Chimeric Ca2+‐ATPase/Na+,K+‐ATPase molecules

Abstract
Chimeric molecules consisting of parts from the sarcoplasmic reticulum Ca2+‐ATPase and the Na+,K+‐ATPase were expressed in COS‐1 cells and analysed functionally. One chimera, in which most of the central cytoplasmic loop was derived from the Na+,K+‐ATPase, while the transmembrane segments and the minor cytoplasmic loop came from the Ca2+‐ATPase, was able to occlude Ca2+ and to be phosphorylated from ATP with normal apparent affinity for Ca2+ and ATP. This chimera also displayed normal sensitivity to thapsigargin, but was unable to undergo the transition from ADP‐sensitive to ADP‐insensitive phosphoenzyme and to transport Ca2+. The other chimera, which consisted of the NH2‐terminal two‐thirds of Na+,K+‐ATPase and the COOH‐terminal one‐third of Ca2+‐ATPase, was unable to phosphorylate from ATP, but phosphorylated from inorganic phosphate in a Ca2+‐inhibitable and thapsigargin‐insensitive reaction.
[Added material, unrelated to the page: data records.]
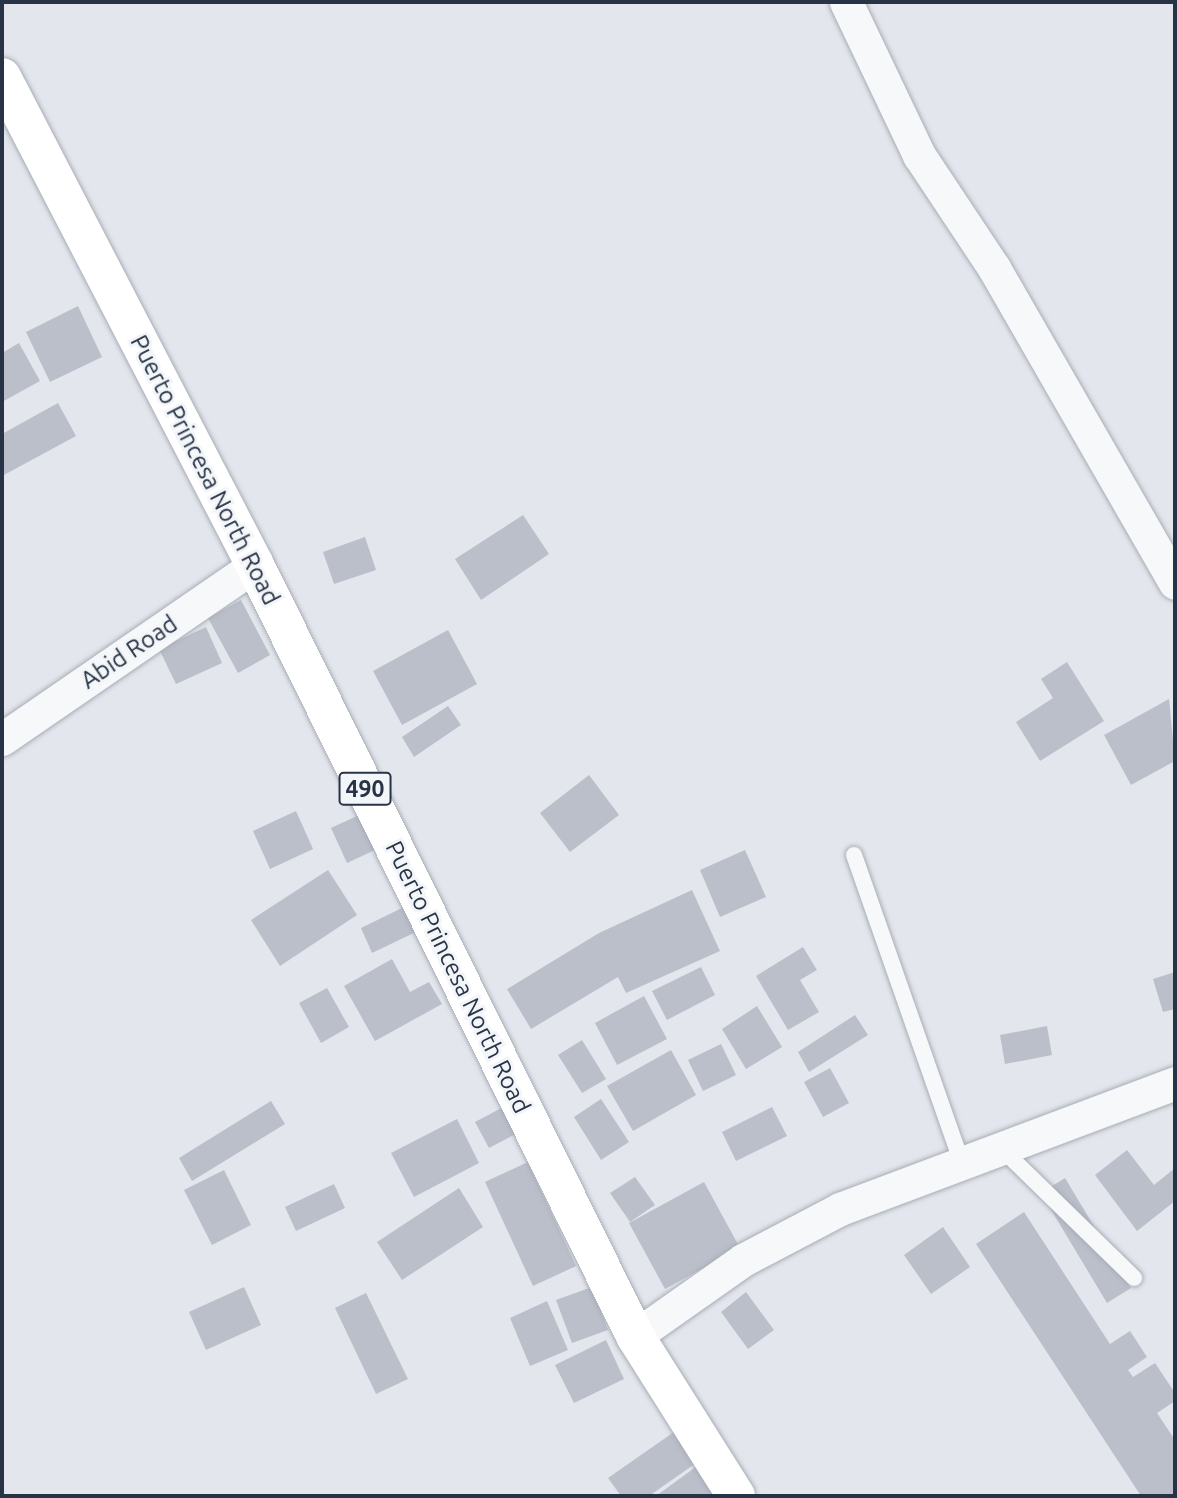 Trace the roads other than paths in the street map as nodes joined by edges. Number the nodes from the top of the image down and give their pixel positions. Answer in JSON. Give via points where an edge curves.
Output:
{"nodes":[{"id":1,"x":846,"y":2,"type":"edge"},
{"id":2,"x":2,"y":77,"type":"edge"},
{"id":3,"x":256,"y":565,"type":"junction"},
{"id":4,"x":1175,"y":583,"type":"edge"},
{"id":5,"x":2,"y":739,"type":"edge"},
{"id":6,"x":854,"y":855,"type":"dead end"},
{"id":7,"x":1175,"y":1083,"type":"edge"},
{"id":8,"x":1001,"y":1148,"type":"junction"},
{"id":9,"x":960,"y":1158,"type":"junction"},
{"id":10,"x":1134,"y":1278,"type":"dead end"},
{"id":11,"x":635,"y":1336,"type":"junction"},
{"id":12,"x":736,"y":1496,"type":"edge"}],
"edges":[{"from":1,"to":4,"type":"street","via":[[919,155],[1036,338]]},
{"from":2,"to":3,"type":"main road","name":"Puerto Princesa North Road","number":"490"},
{"from":3,"to":5,"type":"street","name":"Abid Road"},
{"from":3,"to":11,"type":"main road","name":"Puerto Princesa North Road","number":"490"},
{"from":6,"to":9,"type":"lane"},
{"from":7,"to":8,"type":"street"},
{"from":8,"to":9,"type":"street"},
{"from":8,"to":10,"type":"lane"},
{"from":9,"to":11,"type":"street","via":[[840,1209],[743,1260]]},
{"from":11,"to":12,"type":"main road","name":"Puerto Princesa North Road","number":"490"}]} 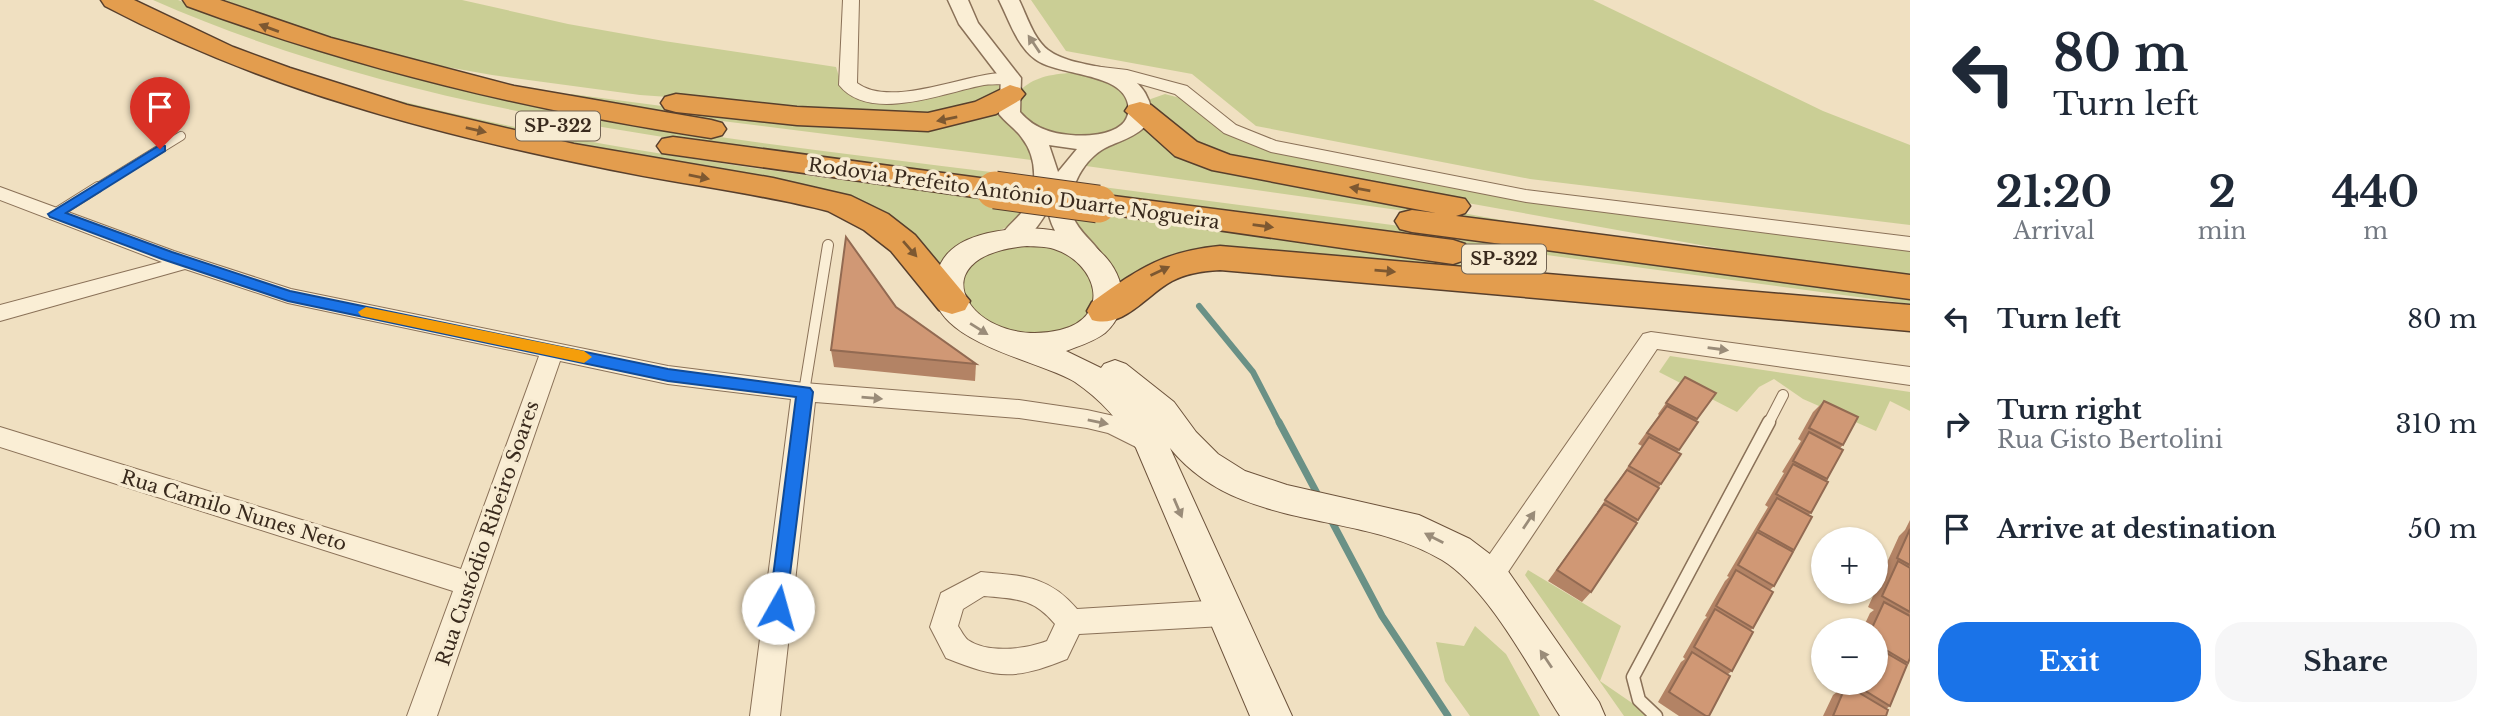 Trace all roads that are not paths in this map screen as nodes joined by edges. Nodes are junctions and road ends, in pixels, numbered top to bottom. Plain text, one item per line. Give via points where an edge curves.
1 (114, 0) edge
2 (135, 0) edge
3 (196, 0) edge
4 (852, 0) edge
5 (958, 0) edge
6 (1009, 0) edge
7 (305, 40) junction
8 (990, 53) junction
9 (1084, 70) junction
10 (848, 76) junction
11 (1011, 87) junction
12 (1190, 97) junction
13 (1140, 106) junction
14 (1030, 132) junction
15 (181, 136) dead end
16 (1101, 141) junction
17 (998, 179) junction
18 (1101, 192) junction
19 (0, 193) edge
20 (55, 214) junction
21 (1013, 236) junction
22 (1910, 244) edge
23 (828, 245) dead end
24 (1089, 255) junction
25 (186, 262) junction
26 (1910, 286) edge
27 (951, 301) junction
28 (0, 313) edge
29 (1910, 316) edge
30 (1100, 317) junction
31 (1016, 343) junction
32 (552, 351) junction
33 (1910, 376) edge
34 (804, 392) junction
35 (1783, 395) dead end
36 (0, 437) edge
37 (1152, 445) junction
38 (1490, 576) junction
39 (469, 584) junction
40 (1223, 612) junction
41 (1071, 622) dead end
42 (422, 716) edge
43 (765, 716) edge
44 (1271, 716) edge
45 (1584, 716) edge
46 (1656, 716) edge

1 -> 27 highway via 245,61 426,118 573,153 839,204 864,214 904,241
2 - 17 highway, Rodovia Prefeito Antônio Duarte Nogueira / SP-322 via 250,46 443,101 599,134 677,147
7 -> 3 highway, Rodovia Prefeito Antônio Duarte Nogueira / SP-322
4 - 10 street
5 - 8 street
9 -> 6 street via 1058,64 1039,53
11 -> 7 highway via 985,108 928,122 810,117 539,86
7 - 17 highway, Rodovia Prefeito Antônio Duarte Nogueira / SP-322 via 445,80 604,113
8 - 10 street via 968,72 918,86 883,88
8 - 11 street
9 - 12 street via 1146,79
9 - 13 street via 1122,83
10 - 11 street via 852,90 869,96 926,95 984,80
11 - 14 street via 1010,114
12 - 13 street via 1162,90 1152,92
12 - 22 street via 1230,129 1271,146 1527,196
13 - 16 street via 1137,121 1129,130
26 -> 13 highway via 1240,167 1186,149
14 - 16 street via 1064,143
14 - 21 street via 1046,160 1045,186 1034,216
15 - 20 lane
16 - 24 street via 1073,163 1060,191 1060,215
17 - 18 highway, Rodovia Prefeito Antônio Duarte Nogueira / SP-322, bridge
18 - 26 highway, Rodovia Prefeito Antônio Duarte Nogueira / SP-322
18 -> 29 highway, Rodovia Prefeito Antônio Duarte Nogueira / SP-322
19 - 20 street
20 - 25 street
21 - 24 main road via 1055,239
21 - 27 main road via 984,243 962,258 949,285
23 - 34 lane
24 - 30 main road via 1108,281 1110,296
25 - 28 street
25 - 32 street via 288,296
27 -> 31 main road via 975,328
30 -> 29 highway via 1158,271 1220,258
30 - 31 main road via 1080,334 1060,341
38 -> 30 main road via 1457,550 1419,530 1287,500 1233,481 1206,464 1161,411 1094,354 1089,338
31 - 37 main road via 1092,377 1117,397
32 - 34 street via 668,375
32 - 39 street, Rua Custódio Ribeiro Soares
38 -> 33 street via 1651,340
34 -> 37 street via 1087,419 1114,425
34 - 43 street
35 - 46 lane via 1633,677 1634,693
36 - 39 street, Rua Camilo Nunes Neto
37 -> 40 main road
45 -> 38 main road
39 - 42 street, Rua Custódio Ribeiro Soares
40 - 41 street
40 - 44 main road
These results can be explained in terms of a structural model in which the non‐conserved residues in the central cytoplasmic domain of the Ca2+‐ATPase are without major importance for the binding and occlusion of Ca2+, but are involved in the E1P→E2P conformational changes of the phosphoenzyme, whereas residues in transmembrane segments on both sides of the central cytoplasmic domain are involved in formation of the Ca2+‐binding sites. The data moreover show that thapsigargin sensitivity is dependent on residues in the NH2‐terminal one‐third of the Ca2+‐ATPase molecule.